Charge carrier localised in zero-dimensional (CH₃NH₃)₃Bi₂I₉ clusters

A metal-organic hybrid perovskite with 3-D framework of metal halide octahedra has been reported as a low-cost, solution processable absorber for a thin film solar cell with a power conversion efficiency over 20 %. Low-dimensional layered perovskites with metal halide slabs separated by the insulating organic layers are reported to show higher stability, but the efficiencies of the solar cells are limited by the anisotropy of the crystals because of the confinement of excitons. In order to explore the confinement and transport of excitons in zero-dimensional metal-organic hybrid materials, a highly-orientated film of methylammonium bismuth halide, (CH₃NH₃)₃Bi₂I₉, with a nanometer sized core cluster of Bi₂I₉^3- surrounded by insulating CH₃NH₃⁺, was deposited on a quartz substrate via solution processing.

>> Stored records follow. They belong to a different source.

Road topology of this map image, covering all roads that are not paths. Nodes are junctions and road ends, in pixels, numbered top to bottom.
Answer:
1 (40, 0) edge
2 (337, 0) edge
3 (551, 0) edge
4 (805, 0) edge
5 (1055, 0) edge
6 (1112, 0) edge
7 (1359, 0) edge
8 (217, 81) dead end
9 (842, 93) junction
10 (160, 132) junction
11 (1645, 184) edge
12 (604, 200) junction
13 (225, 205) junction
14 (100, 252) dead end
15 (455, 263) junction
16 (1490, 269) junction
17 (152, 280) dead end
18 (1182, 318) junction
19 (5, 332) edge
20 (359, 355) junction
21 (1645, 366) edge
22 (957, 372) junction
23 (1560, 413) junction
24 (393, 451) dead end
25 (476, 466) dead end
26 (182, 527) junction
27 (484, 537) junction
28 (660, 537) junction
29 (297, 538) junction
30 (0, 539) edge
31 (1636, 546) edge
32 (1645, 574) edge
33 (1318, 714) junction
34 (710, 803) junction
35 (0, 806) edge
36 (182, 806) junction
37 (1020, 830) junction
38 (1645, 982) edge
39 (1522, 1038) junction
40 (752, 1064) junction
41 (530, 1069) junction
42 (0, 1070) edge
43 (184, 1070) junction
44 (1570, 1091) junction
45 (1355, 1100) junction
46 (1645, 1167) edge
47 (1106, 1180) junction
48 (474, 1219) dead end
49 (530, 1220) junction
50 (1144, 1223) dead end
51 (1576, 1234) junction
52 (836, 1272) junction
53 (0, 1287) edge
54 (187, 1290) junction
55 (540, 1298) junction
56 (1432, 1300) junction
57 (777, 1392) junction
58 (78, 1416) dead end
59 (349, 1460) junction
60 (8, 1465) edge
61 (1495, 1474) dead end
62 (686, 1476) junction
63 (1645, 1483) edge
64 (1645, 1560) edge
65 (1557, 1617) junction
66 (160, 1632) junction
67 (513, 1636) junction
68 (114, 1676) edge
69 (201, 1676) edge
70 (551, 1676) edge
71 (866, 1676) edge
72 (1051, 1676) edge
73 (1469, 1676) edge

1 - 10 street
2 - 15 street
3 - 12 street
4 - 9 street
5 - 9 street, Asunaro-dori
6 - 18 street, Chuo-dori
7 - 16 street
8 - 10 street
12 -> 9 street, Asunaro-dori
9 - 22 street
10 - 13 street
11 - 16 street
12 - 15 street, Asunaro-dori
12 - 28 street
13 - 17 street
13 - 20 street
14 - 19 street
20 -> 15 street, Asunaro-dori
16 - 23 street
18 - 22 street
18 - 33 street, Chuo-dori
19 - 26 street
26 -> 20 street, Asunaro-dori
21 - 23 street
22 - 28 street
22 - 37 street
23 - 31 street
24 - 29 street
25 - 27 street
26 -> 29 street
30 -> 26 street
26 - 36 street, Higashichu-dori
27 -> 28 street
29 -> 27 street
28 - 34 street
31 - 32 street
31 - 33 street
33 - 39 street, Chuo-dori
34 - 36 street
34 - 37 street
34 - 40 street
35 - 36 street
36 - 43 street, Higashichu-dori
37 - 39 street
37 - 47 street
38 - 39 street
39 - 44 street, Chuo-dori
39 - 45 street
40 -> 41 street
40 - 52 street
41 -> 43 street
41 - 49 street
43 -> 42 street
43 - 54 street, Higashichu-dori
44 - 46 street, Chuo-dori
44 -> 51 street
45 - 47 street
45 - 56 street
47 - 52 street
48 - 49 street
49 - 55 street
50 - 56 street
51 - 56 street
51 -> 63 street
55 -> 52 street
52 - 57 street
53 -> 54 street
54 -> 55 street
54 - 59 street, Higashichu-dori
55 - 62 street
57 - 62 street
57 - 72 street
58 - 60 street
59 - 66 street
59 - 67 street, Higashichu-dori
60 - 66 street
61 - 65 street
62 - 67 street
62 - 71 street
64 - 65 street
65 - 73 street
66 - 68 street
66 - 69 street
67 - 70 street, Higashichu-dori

The (CH₃NH₃)₃Bi₂I₉ film shows highly anisotropic photoluminescence emission and excitation due to the large proportion of localized excitons coupled with a small number of delocalised excitons from inter-cluster energy transfer. The abrupt increase in photoluminescence quantum yield at excitation energy above twice band gap could indicate a quantum cutting due to the low dimensionality.